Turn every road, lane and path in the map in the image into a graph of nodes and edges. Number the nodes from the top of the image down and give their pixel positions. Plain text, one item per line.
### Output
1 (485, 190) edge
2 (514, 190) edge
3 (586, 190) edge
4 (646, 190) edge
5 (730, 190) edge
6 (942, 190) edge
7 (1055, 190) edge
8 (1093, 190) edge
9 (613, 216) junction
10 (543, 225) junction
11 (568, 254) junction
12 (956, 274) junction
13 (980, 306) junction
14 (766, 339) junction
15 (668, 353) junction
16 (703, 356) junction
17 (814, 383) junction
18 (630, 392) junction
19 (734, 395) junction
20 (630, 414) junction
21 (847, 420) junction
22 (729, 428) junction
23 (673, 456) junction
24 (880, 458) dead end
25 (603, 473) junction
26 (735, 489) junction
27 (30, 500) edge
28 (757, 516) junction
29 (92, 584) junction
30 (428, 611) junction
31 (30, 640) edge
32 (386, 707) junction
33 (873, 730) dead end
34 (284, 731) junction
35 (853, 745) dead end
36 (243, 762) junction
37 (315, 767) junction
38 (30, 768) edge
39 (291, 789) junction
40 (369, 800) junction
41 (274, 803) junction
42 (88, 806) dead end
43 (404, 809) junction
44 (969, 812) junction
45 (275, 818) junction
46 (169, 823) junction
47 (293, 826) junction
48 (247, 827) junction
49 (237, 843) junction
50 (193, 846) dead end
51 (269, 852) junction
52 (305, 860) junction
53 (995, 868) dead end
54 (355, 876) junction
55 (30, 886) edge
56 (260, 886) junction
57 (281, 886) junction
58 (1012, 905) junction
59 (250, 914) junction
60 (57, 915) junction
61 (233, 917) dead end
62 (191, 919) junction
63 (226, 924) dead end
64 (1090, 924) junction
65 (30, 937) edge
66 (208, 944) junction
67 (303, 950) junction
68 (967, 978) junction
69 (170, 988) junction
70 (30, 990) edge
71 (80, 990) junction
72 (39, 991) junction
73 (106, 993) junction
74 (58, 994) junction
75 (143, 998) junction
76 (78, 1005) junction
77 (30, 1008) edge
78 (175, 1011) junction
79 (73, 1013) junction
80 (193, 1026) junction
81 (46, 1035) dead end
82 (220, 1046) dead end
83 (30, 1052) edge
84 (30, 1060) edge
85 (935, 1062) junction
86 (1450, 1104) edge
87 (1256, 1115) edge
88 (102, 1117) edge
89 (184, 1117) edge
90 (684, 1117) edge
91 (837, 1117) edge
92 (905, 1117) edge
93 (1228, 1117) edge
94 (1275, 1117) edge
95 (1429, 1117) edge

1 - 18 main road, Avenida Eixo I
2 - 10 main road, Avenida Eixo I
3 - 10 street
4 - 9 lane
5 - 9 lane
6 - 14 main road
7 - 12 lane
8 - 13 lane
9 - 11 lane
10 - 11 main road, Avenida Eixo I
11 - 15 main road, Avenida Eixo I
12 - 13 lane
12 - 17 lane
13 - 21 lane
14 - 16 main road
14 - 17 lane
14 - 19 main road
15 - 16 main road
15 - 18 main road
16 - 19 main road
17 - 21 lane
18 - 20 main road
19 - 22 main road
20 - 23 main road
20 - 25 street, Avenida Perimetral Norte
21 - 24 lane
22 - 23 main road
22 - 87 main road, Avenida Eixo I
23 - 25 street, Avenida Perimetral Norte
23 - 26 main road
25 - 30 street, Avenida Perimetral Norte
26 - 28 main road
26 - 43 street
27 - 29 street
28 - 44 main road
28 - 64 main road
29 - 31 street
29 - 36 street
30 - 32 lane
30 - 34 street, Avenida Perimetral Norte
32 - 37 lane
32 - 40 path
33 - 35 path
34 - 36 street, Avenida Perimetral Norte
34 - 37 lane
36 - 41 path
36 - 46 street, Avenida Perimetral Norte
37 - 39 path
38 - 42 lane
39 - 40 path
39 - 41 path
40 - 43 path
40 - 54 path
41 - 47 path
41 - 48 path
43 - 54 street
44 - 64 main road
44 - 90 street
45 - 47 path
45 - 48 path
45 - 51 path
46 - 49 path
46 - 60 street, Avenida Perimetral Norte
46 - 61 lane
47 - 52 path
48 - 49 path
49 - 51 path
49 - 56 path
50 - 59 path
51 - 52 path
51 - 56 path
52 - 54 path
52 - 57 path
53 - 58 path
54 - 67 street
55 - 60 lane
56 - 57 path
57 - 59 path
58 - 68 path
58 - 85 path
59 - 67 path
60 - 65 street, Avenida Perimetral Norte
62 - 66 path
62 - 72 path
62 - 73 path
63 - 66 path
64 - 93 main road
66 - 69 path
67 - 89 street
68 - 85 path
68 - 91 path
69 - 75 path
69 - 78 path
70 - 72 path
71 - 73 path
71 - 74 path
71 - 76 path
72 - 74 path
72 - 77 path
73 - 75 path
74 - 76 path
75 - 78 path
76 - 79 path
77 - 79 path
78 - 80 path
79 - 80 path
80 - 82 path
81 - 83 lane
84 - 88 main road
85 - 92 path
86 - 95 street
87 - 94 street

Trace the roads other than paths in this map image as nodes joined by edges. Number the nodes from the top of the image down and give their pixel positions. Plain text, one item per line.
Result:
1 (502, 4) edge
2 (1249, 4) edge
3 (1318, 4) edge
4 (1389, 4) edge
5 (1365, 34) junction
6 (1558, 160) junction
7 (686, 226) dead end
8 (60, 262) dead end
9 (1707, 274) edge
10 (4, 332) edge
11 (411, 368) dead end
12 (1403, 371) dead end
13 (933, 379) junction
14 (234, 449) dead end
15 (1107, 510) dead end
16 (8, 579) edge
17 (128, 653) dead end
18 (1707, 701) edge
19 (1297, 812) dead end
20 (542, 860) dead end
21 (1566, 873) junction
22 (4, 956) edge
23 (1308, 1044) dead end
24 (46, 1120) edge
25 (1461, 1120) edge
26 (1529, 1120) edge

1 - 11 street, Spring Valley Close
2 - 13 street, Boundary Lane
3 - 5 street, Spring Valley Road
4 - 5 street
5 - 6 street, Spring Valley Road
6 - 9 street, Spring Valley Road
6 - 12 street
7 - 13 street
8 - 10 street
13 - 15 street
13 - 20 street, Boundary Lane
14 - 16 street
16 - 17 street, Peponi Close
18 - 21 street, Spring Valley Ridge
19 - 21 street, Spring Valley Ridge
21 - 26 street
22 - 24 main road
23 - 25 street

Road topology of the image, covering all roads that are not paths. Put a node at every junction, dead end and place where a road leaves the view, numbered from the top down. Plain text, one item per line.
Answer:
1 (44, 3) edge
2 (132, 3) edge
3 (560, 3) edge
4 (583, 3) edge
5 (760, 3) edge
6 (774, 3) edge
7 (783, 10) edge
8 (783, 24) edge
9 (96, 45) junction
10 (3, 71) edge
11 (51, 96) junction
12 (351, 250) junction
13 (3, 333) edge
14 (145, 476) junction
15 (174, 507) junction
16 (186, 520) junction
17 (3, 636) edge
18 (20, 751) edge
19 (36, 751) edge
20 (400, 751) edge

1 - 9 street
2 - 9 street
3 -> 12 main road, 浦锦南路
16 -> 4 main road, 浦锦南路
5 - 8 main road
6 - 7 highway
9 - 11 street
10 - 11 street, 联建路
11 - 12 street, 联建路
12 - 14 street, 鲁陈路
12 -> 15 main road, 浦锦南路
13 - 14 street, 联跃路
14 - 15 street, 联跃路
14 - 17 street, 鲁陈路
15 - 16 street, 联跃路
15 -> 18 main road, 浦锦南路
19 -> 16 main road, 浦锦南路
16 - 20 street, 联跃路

---------------

» EXERCISE DIRECTIONS
Set down exactly, and only, the lines of the data above from the line containing "Trace the roads" through the last one.

» TASK RESULT
Trace the roads other than paths in this map image as nodes joined by edges. Number the nodes from the top of the image down and give their pixel positions. Plain text, one item per line.
Result:
1 (502, 4) edge
2 (1249, 4) edge
3 (1318, 4) edge
4 (1389, 4) edge
5 (1365, 34) junction
6 (1558, 160) junction
7 (686, 226) dead end
8 (60, 262) dead end
9 (1707, 274) edge
10 (4, 332) edge
11 (411, 368) dead end
12 (1403, 371) dead end
13 (933, 379) junction
14 (234, 449) dead end
15 (1107, 510) dead end
16 (8, 579) edge
17 (128, 653) dead end
18 (1707, 701) edge
19 (1297, 812) dead end
20 (542, 860) dead end
21 (1566, 873) junction
22 (4, 956) edge
23 (1308, 1044) dead end
24 (46, 1120) edge
25 (1461, 1120) edge
26 (1529, 1120) edge

1 - 11 street, Spring Valley Close
2 - 13 street, Boundary Lane
3 - 5 street, Spring Valley Road
4 - 5 street
5 - 6 street, Spring Valley Road
6 - 9 street, Spring Valley Road
6 - 12 street
7 - 13 street
8 - 10 street
13 - 15 street
13 - 20 street, Boundary Lane
14 - 16 street
16 - 17 street, Peponi Close
18 - 21 street, Spring Valley Ridge
19 - 21 street, Spring Valley Ridge
21 - 26 street
22 - 24 main road
23 - 25 street

Road topology of the image, covering all roads that are not paths. Put a node at every junction, dead end and place where a road leaves the view, numbered from the top down. Plain text, one item per line.
Answer:
1 (44, 3) edge
2 (132, 3) edge
3 (560, 3) edge
4 (583, 3) edge
5 (760, 3) edge
6 (774, 3) edge
7 (783, 10) edge
8 (783, 24) edge
9 (96, 45) junction
10 (3, 71) edge
11 (51, 96) junction
12 (351, 250) junction
13 (3, 333) edge
14 (145, 476) junction
15 (174, 507) junction
16 (186, 520) junction
17 (3, 636) edge
18 (20, 751) edge
19 (36, 751) edge
20 (400, 751) edge

1 - 9 street
2 - 9 street
3 -> 12 main road, 浦锦南路
16 -> 4 main road, 浦锦南路
5 - 8 main road
6 - 7 highway
9 - 11 street
10 - 11 street, 联建路
11 - 12 street, 联建路
12 - 14 street, 鲁陈路
12 -> 15 main road, 浦锦南路
13 - 14 street, 联跃路
14 - 15 street, 联跃路
14 - 17 street, 鲁陈路
15 - 16 street, 联跃路
15 -> 18 main road, 浦锦南路
19 -> 16 main road, 浦锦南路
16 - 20 street, 联跃路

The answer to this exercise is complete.